*** Opening of EXTRACTED DATA ***

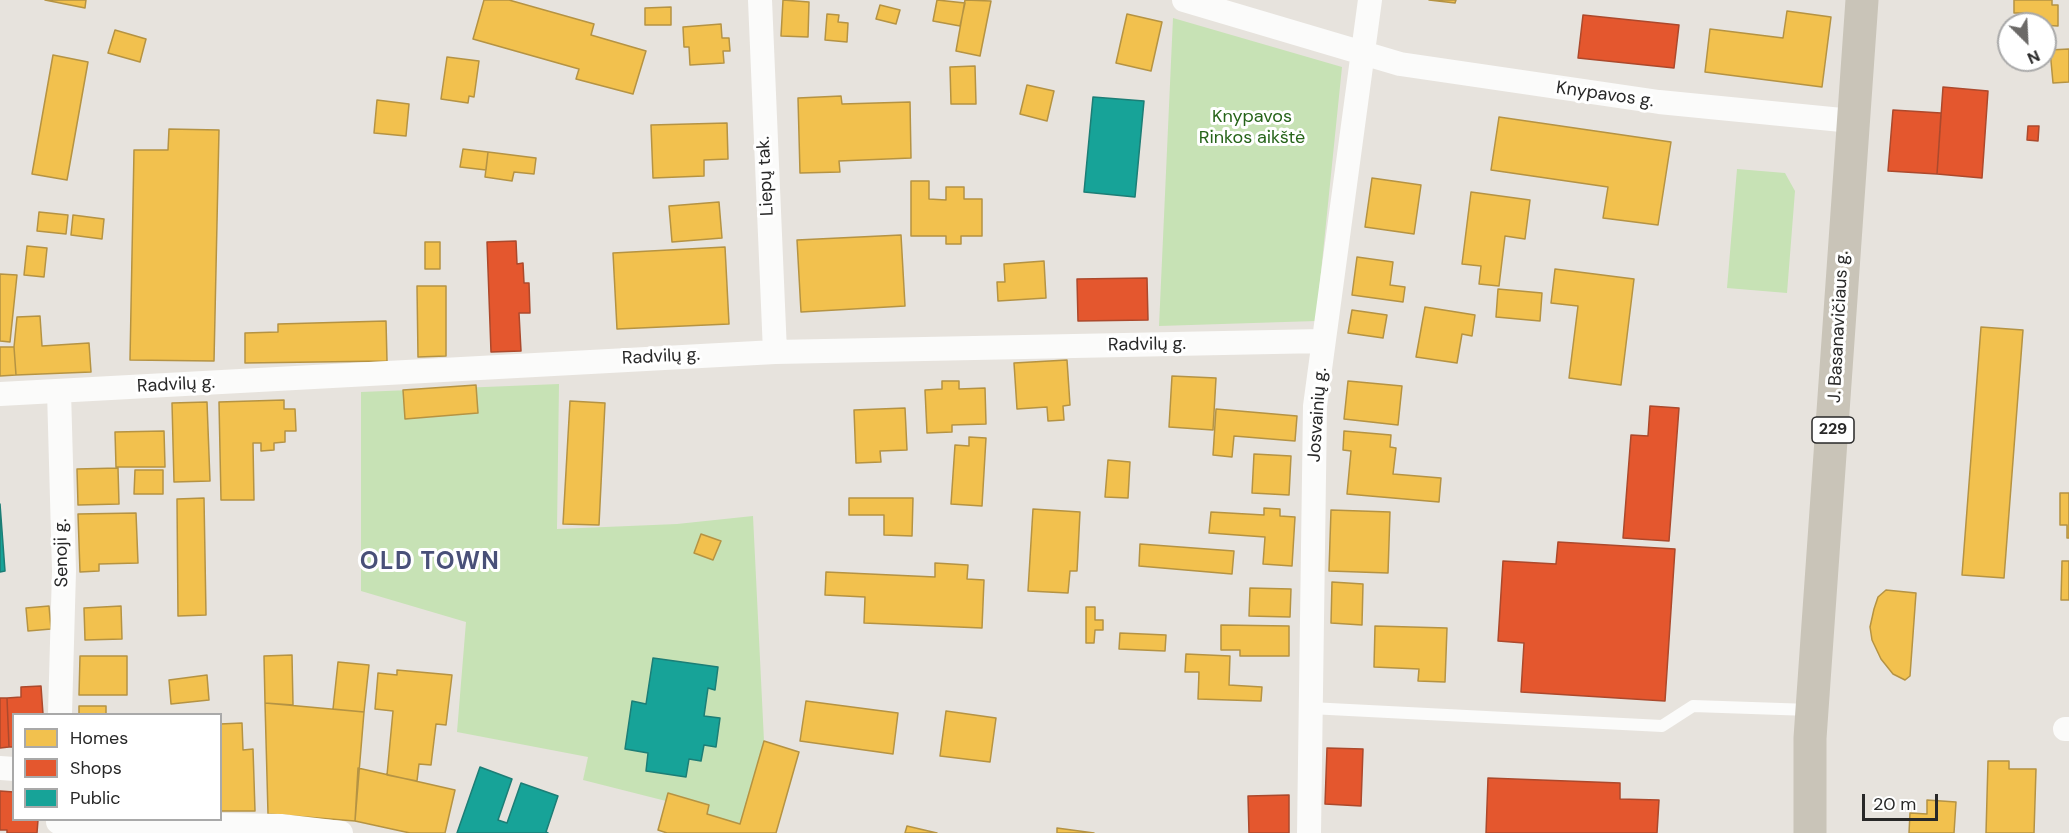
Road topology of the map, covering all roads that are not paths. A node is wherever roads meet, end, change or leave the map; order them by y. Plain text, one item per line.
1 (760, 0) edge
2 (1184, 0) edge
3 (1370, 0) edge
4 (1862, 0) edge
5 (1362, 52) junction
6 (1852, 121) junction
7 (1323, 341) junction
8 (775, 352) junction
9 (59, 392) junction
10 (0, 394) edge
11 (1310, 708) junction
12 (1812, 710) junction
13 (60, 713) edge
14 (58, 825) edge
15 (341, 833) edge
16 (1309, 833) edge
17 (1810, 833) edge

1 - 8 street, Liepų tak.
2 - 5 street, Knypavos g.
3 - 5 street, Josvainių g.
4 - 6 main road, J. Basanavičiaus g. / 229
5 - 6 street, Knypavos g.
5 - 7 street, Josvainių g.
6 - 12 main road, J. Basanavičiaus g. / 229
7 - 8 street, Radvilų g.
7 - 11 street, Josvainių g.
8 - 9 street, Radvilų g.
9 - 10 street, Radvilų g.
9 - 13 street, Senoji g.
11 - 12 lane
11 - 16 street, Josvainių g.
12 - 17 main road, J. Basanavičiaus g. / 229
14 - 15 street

*** Close of EXTRACTED DATA ***

_WHAT IS REQUIRED_
Exclude the pictures. Write out the remaining data exactly.

_RESPONSE AREA_
Road topology of the map, covering all roads that are not paths. A node is wherever roads meet, end, change or leave the map; order them by y. Plain text, one item per line.
1 (760, 0) edge
2 (1184, 0) edge
3 (1370, 0) edge
4 (1862, 0) edge
5 (1362, 52) junction
6 (1852, 121) junction
7 (1323, 341) junction
8 (775, 352) junction
9 (59, 392) junction
10 (0, 394) edge
11 (1310, 708) junction
12 (1812, 710) junction
13 (60, 713) edge
14 (58, 825) edge
15 (341, 833) edge
16 (1309, 833) edge
17 (1810, 833) edge

1 - 8 street, Liepų tak.
2 - 5 street, Knypavos g.
3 - 5 street, Josvainių g.
4 - 6 main road, J. Basanavičiaus g. / 229
5 - 6 street, Knypavos g.
5 - 7 street, Josvainių g.
6 - 12 main road, J. Basanavičiaus g. / 229
7 - 8 street, Radvilų g.
7 - 11 street, Josvainių g.
8 - 9 street, Radvilų g.
9 - 10 street, Radvilų g.
9 - 13 street, Senoji g.
11 - 12 lane
11 - 16 street, Josvainių g.
12 - 17 main road, J. Basanavičiaus g. / 229
14 - 15 street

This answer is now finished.